What will it apply to?
If you’re a Scottish taxpayer, you’ll pay the Scottish rate on employment income, whether employed in Scotland or elsewhere in the UK. You’ll also pay it on any rental or pension income, but not on savings or dividend income where full UK rates will still apply.
What does this mean for pensions?
The change will affect how much tax Scottish taxpayers pay on pension income, including any from annuities or “income drawdown” products. It will also affect tax relief on personal contributions to any pension, which will also be at the total rate of tax paid, UK and Scottish combined. So if the total rate in Scotland is higher, Scottish taxpayers will be entitled to more relief on pension contributions.
Looking further ahead
The tax-raising powers of the Scottish Parliament are to be extended further. From April, the same Scottish rate will apply across all Scottish taxpayers but proposals going through the UK parliament could mean in future, there are different “earnings bands” on which you pay the basic and higher rates of tax and also different rates within these bands. This could mean a different step up between the basic and higher rates.

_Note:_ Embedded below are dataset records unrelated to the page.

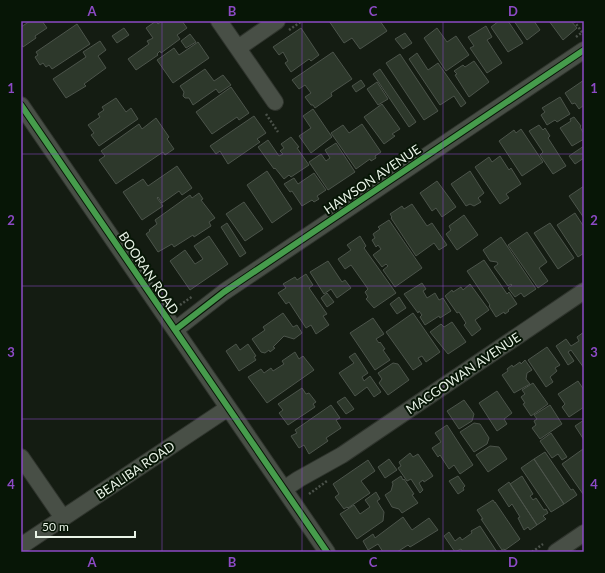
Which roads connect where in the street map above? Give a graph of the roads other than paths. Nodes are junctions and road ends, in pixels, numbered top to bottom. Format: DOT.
graph roads {
  1 [pos="219,21"];
  2 [pos="277,21"];
  3 [pos="238,48"];
  4 [pos="584,50"];
  5 [pos="275,102"];
  6 [pos="21,105"];
  7 [pos="584,291"];
  8 [pos="173,326"];
  9 [pos="228,408"];
  10 [pos="21,457"];
  11 [pos="286,493"];
  12 [pos="63,518"];
  13 [pos="584,533"];
  14 [pos="21,546"];
  15 [pos="327,552"];
  16 [pos="556,552"];
  1 -- 3 [label="street"];
  2 -- 3 [label="street"];
  3 -- 5 [label="street"];
  4 -- 8 [label="street, HAWSON AVENUE"];
  6 -- 8 [label="street, BOORAN ROAD"];
  7 -- 11 [label="street, MACGOWAN AVENUE"];
  8 -- 9 [label="street, BOORAN ROAD"];
  9 -- 11 [label="street, BOORAN ROAD"];
  9 -- 12 [label="street, BEALIBA ROAD"];
  10 -- 12 [label="street"];
  11 -- 15 [label="street, BOORAN ROAD"];
  12 -- 14 [label="street, BEALIBA ROAD"];
  13 -- 16 [label="street"];
}
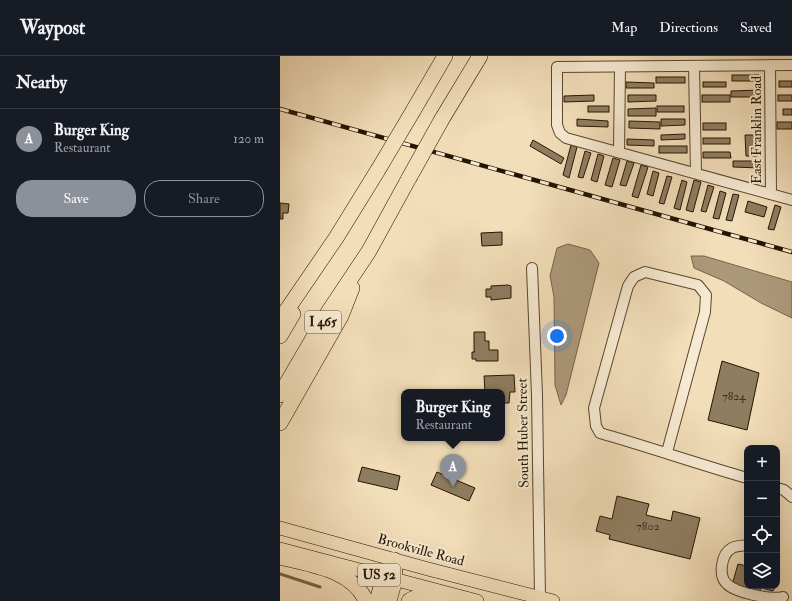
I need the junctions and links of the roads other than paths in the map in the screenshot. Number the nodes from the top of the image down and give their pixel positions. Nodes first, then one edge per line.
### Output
1 (445, 56) edge
2 (480, 56) edge
3 (770, 65) junction
4 (792, 65) edge
5 (620, 66) junction
6 (694, 66) junction
7 (619, 151) junction
8 (696, 173) junction
9 (771, 194) junction
10 (792, 200) edge
11 (336, 238) junction
12 (368, 251) junction
13 (532, 268) dead end
14 (280, 320) edge
15 (280, 336) edge
16 (280, 395) edge
17 (280, 423) edge
18 (667, 452) junction
19 (744, 477) edge
20 (780, 489) edge
21 (792, 497) edge
22 (280, 528) edge
23 (744, 546) edge
24 (280, 549) edge
25 (280, 557) edge
26 (394, 560) junction
27 (390, 578) junction
28 (783, 597) dead end
29 (540, 598) junction
30 (366, 601) edge
31 (377, 601) edge
32 (389, 601) edge
33 (409, 601) edge
34 (468, 601) edge
35 (477, 601) edge
36 (553, 601) edge

1 - 11 highway, I 465, bridge
2 - 12 highway, I 465, bridge
3 - 4 street, East Franklin Road
3 - 6 street, East Franklin Road
3 - 9 street, East Franklin Road
5 - 6 street, East Franklin Road
5 - 7 street
5 - 7 street, East Franklin Road
6 - 8 street
7 - 8 street, East Franklin Road
8 - 9 street, East Franklin Road
9 - 10 street, East Franklin Road
11 - 14 highway
11 - 15 highway, I 465
12 - 16 highway, I 465
12 - 17 highway
13 - 29 street, South Huber Street
18 - 18 street
18 - 19 street
20 - 21 street
22 - 26 main road, Brookville Road
23 - 28 street
24 - 27 main road, US 52
25 - 30 highway
26 - 27 highway, US 52
26 - 29 main road, Brookville Road / US 52
27 - 31 highway, US 52
27 - 32 highway
27 - 35 main road, US 52
29 - 36 main road, Brookville Road / US 52
33 - 34 highway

In addition, the UK government is considering changing the whole approach to pension tax relief and it could decide to move away from granting relief based on the “marginal” rate of income tax you’re paying. We expect any change here would also apply to Scottish taxpayers.
What do I need to do?
Whether or not you’re a Scottish taxpayer, there’s no need for you to take any action. The changes will be handled between HMRC, the UK and Scottish governments and your employer or pension provider. We should hear soon what tax rate the Scottish Government decides on.